MATERIAL PROVIDED:
....
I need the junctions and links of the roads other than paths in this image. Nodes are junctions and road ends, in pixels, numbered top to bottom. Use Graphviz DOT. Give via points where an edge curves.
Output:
....
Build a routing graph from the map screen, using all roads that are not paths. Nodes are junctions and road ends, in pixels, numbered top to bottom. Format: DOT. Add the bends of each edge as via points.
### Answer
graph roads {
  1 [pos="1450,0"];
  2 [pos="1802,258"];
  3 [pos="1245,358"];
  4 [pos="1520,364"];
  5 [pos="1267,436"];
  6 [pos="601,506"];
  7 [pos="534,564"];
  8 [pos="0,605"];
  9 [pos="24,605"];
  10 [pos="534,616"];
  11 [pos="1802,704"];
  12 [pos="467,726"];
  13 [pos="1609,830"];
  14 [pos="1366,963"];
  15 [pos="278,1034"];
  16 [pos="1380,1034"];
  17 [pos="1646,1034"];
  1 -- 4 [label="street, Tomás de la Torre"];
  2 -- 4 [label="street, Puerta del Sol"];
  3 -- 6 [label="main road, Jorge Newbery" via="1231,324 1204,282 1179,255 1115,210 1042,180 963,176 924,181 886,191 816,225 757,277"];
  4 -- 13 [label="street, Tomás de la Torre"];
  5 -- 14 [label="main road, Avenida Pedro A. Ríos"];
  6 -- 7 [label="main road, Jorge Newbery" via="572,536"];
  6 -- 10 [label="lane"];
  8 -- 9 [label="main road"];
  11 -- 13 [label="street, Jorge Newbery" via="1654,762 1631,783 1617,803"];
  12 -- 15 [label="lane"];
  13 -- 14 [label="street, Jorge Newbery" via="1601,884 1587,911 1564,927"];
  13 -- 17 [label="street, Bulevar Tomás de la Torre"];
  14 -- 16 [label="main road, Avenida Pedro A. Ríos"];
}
....
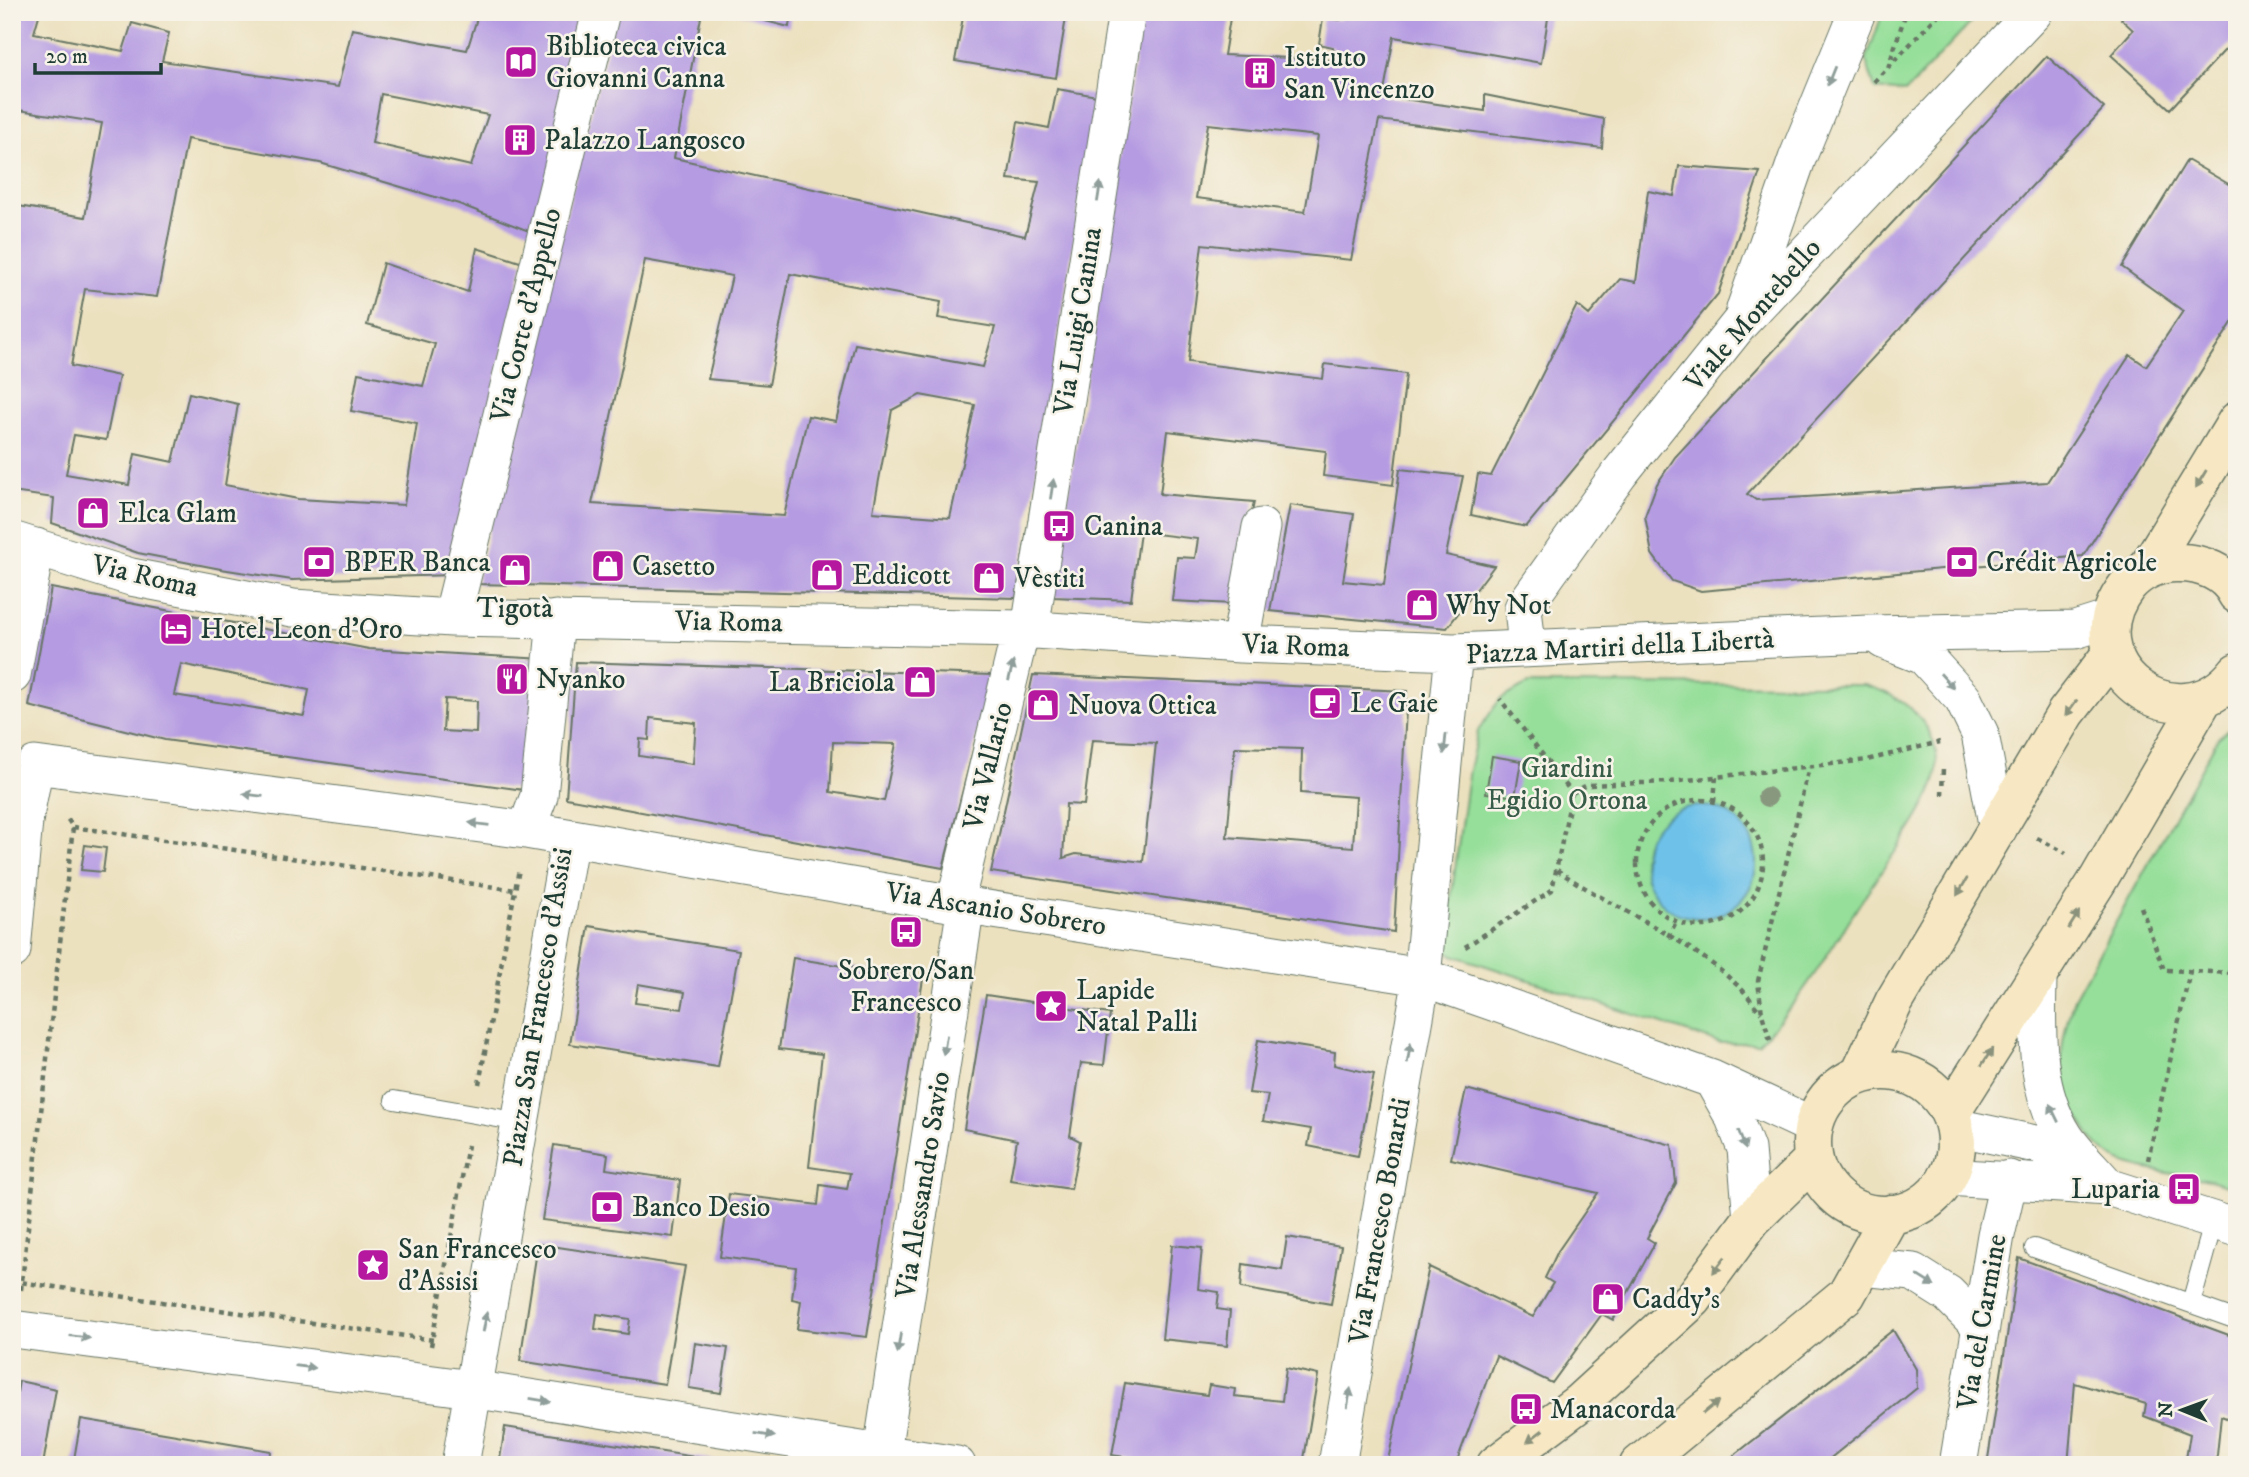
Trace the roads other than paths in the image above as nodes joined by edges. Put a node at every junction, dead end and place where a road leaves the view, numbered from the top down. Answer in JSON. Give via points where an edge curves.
....
EXERCISE DIRECTIONS:
Lines from the entries that contain the string "paths" must be found and copied.

ANSWER BOX:
I need the junctions and links of the roads other than paths in this image. Nodes are junctions and road ends, in pixels, numbered top to bottom. Use Graphviz DOT. Give via points where an edge curves.
Build a routing graph from the map screen, using all roads that are not paths. Nodes are junctions and road ends, in pixels, numbered top to bottom. Format: DOT. Add the bends of each edge as via points.
Trace the roads other than paths in the image above as nodes joined by edges. Put a node at every junction, dead end and place where a road leaves the view, numbered from the top down. Answer in JSON. Give via points where an edge curves.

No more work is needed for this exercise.